OpenNMT / CTranslate2

Fast inference engine for Transformer models
https://opennmt.net/CTranslate2
MIT License
3.03k stars 269 forks source link

Inference for ctranslate2 using tensor parallel with mpi #1724

Open mohith56 opened 3 weeks ago

mohith56 commented 3 weeks ago

import ctranslate2,psutil,os,transformers,time,torch

generator = ctranslate2.Generator("/ct2opt-1.3b",tensor_parallel=True,device="cuda") tokenizer = transformers.AutoTokenizer.from_pretrained("facebook/opt-1.3b")

def generate_text(text): for prompt in text: start_tokens = tokenizer.convert_ids_to_tokens(tokenizer.encode(prompt)) results = generator.generate_batch([start_tokens], max_length=30,include_prompt_in_result=False) output = tokenizer.decode(results[0].sequences_ids[0]) return output

text = ["Hello, I am"] results=generate_text(text) print(results)

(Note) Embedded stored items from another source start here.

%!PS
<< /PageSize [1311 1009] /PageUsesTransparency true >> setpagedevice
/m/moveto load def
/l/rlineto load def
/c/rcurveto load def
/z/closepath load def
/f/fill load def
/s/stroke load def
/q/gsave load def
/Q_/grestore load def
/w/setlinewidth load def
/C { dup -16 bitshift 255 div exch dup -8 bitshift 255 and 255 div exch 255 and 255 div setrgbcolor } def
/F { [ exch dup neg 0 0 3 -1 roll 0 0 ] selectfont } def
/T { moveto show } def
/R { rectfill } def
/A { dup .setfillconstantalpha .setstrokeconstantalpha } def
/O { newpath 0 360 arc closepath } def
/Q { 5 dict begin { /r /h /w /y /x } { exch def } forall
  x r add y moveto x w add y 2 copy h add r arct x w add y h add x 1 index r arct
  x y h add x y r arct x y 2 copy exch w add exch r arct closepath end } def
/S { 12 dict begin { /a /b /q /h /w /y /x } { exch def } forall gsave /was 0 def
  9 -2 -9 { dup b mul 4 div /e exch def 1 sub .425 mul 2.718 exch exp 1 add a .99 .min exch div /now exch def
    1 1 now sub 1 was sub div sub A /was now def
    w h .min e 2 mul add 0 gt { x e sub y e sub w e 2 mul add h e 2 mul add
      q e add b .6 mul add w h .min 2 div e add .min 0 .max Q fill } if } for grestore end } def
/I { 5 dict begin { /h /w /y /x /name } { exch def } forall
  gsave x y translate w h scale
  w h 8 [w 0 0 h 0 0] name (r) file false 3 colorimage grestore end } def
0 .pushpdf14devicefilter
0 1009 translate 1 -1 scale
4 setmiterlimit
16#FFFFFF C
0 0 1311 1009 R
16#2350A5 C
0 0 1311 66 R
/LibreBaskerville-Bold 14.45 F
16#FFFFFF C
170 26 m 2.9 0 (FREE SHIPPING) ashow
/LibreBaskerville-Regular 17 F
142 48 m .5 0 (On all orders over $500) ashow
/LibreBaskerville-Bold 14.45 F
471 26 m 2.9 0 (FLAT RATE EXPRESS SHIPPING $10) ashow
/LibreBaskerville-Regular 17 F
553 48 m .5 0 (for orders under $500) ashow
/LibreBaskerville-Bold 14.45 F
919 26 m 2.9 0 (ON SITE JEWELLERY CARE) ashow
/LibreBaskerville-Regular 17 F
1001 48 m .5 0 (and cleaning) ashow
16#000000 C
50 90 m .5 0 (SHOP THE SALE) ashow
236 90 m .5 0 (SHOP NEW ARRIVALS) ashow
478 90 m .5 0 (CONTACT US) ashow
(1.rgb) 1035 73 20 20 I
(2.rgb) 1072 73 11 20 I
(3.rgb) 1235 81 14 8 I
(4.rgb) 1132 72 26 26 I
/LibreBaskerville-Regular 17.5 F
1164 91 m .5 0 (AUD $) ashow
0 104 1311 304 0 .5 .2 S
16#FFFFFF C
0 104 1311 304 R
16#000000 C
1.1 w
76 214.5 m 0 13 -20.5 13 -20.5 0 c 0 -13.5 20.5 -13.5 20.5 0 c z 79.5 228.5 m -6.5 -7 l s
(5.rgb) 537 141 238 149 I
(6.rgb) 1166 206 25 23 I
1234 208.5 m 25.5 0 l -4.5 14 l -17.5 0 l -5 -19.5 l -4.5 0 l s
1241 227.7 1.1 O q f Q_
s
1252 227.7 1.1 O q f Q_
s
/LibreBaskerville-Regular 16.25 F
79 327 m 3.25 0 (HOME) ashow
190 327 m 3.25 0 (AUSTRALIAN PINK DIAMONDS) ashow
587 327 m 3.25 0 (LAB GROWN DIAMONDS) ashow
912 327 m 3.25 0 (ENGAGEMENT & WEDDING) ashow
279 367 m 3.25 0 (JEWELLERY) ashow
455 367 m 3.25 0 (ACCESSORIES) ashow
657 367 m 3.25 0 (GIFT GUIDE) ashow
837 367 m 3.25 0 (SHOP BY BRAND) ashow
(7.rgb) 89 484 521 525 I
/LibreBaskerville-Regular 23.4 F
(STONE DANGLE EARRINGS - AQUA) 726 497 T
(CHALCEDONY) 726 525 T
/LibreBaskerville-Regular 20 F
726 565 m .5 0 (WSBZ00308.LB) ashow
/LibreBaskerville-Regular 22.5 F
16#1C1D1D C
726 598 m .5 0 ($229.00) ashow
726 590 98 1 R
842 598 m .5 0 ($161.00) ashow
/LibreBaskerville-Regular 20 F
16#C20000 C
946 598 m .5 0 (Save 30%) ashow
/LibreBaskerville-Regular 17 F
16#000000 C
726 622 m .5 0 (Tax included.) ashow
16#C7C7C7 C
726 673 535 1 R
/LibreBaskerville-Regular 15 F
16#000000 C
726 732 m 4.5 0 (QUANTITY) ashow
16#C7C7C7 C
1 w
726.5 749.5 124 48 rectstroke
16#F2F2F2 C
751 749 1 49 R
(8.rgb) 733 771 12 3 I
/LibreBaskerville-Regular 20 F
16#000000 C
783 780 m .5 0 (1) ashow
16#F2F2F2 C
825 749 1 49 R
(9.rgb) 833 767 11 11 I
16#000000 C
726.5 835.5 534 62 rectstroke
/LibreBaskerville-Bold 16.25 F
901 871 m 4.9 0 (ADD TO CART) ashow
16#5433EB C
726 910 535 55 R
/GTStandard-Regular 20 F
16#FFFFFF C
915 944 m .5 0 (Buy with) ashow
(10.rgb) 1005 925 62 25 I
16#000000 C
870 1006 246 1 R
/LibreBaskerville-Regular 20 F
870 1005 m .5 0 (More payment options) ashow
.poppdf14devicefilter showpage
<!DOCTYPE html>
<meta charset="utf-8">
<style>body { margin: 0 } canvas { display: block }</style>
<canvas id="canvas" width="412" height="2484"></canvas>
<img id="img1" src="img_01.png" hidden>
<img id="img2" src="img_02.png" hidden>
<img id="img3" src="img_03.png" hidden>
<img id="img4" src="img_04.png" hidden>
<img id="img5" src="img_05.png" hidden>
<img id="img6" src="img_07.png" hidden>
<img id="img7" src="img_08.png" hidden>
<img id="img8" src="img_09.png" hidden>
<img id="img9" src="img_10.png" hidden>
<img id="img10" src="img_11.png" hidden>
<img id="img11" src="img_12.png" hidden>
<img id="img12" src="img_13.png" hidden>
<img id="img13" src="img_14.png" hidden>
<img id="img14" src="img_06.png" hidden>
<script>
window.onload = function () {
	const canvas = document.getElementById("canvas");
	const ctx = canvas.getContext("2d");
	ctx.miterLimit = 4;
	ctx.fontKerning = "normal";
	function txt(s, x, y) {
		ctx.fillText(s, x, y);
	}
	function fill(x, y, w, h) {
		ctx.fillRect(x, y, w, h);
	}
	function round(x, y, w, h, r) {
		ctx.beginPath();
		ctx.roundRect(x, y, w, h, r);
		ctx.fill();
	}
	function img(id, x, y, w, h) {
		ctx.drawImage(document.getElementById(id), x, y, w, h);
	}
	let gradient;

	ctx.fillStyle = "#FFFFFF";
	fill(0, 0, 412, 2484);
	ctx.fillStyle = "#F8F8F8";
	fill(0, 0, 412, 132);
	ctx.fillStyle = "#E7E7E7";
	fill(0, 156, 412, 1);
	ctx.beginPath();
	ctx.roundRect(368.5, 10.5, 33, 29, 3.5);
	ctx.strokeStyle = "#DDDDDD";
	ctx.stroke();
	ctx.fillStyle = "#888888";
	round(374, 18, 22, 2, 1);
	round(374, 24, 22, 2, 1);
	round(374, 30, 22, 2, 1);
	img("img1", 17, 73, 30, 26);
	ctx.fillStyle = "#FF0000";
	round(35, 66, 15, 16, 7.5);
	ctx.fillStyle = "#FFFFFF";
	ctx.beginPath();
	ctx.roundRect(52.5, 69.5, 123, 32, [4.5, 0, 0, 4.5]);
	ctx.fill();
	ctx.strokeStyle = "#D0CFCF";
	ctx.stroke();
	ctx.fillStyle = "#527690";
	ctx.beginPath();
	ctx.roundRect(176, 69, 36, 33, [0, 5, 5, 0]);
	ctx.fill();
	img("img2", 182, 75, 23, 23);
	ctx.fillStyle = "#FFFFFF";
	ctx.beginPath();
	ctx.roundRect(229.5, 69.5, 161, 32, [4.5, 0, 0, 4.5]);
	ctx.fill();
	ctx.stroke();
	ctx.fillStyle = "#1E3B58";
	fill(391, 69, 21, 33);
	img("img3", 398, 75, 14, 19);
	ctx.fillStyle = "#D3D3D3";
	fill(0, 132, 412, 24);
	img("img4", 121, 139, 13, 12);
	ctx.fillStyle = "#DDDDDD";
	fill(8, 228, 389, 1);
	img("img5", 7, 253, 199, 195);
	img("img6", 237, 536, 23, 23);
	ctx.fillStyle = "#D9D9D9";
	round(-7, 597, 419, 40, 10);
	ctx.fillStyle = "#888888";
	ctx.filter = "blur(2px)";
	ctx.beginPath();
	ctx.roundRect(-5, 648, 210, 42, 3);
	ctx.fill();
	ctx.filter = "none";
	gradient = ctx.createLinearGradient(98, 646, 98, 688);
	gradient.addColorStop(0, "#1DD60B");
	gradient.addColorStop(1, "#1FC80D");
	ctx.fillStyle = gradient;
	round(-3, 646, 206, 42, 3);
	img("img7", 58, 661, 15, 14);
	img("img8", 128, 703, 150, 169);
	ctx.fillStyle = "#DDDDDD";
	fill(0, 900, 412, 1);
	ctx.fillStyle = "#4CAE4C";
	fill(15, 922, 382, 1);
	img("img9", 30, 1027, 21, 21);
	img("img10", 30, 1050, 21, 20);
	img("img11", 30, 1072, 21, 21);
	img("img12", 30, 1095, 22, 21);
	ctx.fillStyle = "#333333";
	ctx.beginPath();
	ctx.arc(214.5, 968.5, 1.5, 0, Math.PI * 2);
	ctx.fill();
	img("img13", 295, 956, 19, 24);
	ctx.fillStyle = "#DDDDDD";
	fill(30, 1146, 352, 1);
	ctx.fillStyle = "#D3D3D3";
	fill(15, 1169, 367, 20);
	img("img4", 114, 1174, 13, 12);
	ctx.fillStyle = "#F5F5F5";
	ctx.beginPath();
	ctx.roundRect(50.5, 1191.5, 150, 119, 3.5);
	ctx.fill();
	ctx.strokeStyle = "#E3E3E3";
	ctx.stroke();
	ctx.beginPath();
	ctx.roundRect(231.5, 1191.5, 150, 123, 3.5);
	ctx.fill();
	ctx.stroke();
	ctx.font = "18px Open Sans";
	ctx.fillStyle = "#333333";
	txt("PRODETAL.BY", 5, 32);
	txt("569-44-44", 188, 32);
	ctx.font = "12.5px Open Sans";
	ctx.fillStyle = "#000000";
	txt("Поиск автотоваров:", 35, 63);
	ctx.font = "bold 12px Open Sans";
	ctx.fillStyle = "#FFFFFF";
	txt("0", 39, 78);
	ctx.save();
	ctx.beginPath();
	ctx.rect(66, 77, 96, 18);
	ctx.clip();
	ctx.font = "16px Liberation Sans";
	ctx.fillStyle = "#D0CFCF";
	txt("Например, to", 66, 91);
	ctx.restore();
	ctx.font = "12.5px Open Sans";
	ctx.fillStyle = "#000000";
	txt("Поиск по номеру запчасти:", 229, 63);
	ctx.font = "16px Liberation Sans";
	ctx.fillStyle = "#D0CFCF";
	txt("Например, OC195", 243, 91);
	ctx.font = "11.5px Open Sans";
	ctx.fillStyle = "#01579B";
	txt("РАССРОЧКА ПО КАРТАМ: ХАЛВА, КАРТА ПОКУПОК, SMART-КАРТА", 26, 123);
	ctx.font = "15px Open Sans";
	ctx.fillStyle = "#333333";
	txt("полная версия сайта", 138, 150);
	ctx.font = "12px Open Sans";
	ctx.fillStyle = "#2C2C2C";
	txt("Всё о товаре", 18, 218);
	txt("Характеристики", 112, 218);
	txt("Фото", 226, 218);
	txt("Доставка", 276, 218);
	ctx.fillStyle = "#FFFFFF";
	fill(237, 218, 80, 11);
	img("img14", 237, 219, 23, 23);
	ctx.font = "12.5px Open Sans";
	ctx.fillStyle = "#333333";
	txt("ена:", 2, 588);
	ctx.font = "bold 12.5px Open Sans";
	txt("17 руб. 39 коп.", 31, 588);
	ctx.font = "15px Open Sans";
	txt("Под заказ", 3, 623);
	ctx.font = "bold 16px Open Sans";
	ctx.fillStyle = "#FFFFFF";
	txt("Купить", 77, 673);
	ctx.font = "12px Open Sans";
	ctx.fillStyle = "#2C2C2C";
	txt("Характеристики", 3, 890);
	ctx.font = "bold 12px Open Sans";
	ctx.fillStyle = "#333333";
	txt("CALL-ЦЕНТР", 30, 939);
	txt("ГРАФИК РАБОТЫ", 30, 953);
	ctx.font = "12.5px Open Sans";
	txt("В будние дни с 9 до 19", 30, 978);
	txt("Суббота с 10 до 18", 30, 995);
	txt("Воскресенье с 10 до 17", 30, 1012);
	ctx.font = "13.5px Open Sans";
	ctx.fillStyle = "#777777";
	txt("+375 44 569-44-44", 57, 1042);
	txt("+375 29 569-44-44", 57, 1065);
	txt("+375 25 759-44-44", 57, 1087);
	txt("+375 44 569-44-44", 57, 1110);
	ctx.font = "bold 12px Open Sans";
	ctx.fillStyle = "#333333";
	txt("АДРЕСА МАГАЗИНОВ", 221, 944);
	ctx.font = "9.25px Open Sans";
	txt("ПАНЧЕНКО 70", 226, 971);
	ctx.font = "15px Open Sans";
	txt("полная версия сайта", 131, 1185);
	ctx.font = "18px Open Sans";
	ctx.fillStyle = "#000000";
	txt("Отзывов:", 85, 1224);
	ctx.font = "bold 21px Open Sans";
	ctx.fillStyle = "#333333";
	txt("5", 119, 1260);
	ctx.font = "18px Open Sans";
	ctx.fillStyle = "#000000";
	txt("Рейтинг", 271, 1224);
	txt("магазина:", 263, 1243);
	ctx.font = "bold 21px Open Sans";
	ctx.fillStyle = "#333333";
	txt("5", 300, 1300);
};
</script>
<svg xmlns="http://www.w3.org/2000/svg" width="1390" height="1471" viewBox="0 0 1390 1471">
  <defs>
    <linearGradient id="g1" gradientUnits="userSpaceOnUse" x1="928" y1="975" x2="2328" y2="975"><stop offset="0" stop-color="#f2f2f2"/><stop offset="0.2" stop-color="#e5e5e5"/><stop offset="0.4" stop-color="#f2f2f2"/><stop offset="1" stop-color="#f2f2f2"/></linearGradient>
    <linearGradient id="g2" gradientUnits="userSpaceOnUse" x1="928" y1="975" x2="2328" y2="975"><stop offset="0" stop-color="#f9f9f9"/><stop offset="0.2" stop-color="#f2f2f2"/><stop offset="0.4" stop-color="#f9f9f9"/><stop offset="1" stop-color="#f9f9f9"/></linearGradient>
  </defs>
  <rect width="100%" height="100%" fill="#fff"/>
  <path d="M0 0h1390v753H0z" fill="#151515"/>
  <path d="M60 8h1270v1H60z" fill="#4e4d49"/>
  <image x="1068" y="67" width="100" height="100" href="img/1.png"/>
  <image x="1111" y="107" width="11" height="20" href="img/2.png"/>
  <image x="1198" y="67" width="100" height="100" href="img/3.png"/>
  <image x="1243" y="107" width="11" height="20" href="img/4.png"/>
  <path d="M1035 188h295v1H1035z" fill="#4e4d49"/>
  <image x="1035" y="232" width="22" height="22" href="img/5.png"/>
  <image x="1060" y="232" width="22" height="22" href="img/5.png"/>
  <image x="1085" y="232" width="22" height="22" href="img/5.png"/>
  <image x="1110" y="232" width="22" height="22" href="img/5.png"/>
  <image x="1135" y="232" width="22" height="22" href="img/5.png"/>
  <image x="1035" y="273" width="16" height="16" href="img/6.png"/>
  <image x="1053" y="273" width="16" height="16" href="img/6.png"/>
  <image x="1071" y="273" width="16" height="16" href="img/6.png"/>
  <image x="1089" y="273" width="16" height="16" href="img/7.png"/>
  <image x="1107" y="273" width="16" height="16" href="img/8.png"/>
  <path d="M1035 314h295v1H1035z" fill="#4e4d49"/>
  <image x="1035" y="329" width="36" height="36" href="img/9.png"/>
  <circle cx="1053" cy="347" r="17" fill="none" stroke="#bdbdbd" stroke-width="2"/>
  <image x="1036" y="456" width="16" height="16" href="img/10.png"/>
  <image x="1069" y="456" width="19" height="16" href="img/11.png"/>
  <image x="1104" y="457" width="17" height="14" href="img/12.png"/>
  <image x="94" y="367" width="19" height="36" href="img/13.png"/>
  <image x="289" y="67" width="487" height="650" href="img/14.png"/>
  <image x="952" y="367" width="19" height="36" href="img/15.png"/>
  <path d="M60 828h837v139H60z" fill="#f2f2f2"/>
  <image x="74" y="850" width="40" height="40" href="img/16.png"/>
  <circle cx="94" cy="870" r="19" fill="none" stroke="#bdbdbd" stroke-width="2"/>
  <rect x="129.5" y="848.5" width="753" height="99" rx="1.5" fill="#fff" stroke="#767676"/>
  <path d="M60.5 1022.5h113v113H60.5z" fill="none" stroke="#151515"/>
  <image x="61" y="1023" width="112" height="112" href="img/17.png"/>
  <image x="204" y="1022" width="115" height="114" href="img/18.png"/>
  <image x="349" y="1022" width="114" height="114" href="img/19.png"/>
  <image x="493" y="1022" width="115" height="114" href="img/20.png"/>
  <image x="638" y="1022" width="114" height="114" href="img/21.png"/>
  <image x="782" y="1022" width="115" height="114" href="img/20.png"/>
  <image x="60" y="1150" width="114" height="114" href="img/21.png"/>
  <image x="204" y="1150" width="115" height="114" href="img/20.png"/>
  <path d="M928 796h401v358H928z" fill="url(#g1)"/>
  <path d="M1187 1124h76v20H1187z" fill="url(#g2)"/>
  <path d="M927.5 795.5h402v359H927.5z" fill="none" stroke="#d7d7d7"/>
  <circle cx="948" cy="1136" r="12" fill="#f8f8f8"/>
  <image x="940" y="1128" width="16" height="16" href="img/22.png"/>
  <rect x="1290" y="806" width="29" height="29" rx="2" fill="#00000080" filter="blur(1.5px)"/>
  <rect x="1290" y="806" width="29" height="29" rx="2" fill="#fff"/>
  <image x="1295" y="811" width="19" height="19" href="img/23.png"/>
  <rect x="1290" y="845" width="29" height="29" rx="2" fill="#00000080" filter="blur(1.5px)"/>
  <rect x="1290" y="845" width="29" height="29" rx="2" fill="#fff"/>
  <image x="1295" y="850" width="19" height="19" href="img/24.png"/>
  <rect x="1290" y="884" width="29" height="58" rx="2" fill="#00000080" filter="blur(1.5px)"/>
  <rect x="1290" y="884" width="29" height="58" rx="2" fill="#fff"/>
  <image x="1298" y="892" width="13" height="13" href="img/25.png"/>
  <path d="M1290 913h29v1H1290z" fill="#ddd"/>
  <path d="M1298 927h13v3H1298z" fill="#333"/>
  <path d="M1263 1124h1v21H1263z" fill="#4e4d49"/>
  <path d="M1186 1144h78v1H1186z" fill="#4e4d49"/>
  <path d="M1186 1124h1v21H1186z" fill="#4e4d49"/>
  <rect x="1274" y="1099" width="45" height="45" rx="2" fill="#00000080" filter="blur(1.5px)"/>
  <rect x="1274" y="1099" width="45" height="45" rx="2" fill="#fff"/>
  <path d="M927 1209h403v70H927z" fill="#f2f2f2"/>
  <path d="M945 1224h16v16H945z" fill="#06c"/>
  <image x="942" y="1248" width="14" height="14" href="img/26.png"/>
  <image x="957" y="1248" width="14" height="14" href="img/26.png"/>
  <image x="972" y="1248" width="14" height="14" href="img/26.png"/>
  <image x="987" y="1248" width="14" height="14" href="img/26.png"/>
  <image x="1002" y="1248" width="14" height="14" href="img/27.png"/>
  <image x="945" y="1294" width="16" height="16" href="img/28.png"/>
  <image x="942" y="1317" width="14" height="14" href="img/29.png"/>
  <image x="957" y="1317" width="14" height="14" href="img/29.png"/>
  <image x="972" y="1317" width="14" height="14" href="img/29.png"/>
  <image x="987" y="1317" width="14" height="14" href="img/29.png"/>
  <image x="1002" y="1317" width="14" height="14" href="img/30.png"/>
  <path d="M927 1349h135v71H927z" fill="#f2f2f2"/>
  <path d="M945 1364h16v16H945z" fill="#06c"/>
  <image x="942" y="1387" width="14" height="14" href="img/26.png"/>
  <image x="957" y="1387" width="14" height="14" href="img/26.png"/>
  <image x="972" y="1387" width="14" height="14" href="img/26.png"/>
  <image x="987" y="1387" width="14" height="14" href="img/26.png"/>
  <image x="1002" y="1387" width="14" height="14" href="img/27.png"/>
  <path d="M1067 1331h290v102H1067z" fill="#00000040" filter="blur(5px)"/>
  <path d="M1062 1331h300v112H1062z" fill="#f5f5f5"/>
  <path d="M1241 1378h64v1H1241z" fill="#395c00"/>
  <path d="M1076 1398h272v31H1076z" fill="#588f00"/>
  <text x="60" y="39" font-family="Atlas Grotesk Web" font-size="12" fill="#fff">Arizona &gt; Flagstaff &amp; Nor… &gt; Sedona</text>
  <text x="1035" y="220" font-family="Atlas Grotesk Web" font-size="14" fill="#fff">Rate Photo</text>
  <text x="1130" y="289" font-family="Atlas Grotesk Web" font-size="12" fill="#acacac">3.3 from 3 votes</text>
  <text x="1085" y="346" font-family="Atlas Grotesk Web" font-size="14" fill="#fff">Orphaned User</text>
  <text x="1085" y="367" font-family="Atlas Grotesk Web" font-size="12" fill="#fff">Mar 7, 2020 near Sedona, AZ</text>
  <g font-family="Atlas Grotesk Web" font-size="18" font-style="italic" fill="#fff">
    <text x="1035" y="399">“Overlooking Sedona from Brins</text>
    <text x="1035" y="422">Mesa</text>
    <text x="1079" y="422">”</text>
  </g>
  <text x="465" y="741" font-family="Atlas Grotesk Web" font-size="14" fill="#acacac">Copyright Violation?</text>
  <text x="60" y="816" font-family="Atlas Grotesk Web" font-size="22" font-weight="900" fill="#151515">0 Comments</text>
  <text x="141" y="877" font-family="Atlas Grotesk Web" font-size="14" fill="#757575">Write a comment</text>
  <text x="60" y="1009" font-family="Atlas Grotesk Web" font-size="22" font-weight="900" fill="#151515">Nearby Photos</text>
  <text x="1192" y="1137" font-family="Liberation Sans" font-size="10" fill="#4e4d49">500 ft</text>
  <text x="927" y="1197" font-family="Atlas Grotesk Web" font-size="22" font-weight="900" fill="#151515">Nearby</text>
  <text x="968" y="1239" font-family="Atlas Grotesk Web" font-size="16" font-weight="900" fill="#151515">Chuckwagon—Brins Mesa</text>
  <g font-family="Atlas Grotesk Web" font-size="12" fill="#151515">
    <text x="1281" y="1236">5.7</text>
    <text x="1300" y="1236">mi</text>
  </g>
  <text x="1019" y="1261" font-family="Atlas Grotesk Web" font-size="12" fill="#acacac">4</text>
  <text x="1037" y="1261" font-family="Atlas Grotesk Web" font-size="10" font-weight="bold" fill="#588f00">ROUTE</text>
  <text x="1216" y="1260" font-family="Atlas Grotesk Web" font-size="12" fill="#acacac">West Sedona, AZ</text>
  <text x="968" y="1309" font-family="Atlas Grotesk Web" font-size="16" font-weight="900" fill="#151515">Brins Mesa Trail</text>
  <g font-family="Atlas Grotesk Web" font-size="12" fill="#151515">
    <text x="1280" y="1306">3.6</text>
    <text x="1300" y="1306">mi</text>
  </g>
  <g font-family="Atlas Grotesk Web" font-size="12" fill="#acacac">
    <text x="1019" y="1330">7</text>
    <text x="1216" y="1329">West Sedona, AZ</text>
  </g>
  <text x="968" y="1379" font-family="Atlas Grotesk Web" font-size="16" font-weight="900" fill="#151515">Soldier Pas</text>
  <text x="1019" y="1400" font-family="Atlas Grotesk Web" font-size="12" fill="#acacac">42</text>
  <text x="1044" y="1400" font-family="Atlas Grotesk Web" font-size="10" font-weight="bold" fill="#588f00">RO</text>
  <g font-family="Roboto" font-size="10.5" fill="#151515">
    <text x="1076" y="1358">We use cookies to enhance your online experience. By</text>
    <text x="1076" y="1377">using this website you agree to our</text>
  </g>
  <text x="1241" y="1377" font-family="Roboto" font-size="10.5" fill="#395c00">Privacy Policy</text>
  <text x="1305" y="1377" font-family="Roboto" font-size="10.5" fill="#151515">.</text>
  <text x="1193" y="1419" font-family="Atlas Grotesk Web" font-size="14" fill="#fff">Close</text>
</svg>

i am getting 4 outputs when i run this script using this command: mpirun -np 4 python3 ffctranslateload.py and the results are very bad. although the model is distributed.when i keep -np 1 the results are good. how to get good results when i keep -np 4

minhthuc2502 commented 3 weeks ago

Which version ct2 you used? Try CT2 with version 4.2.1 or 4.3.1.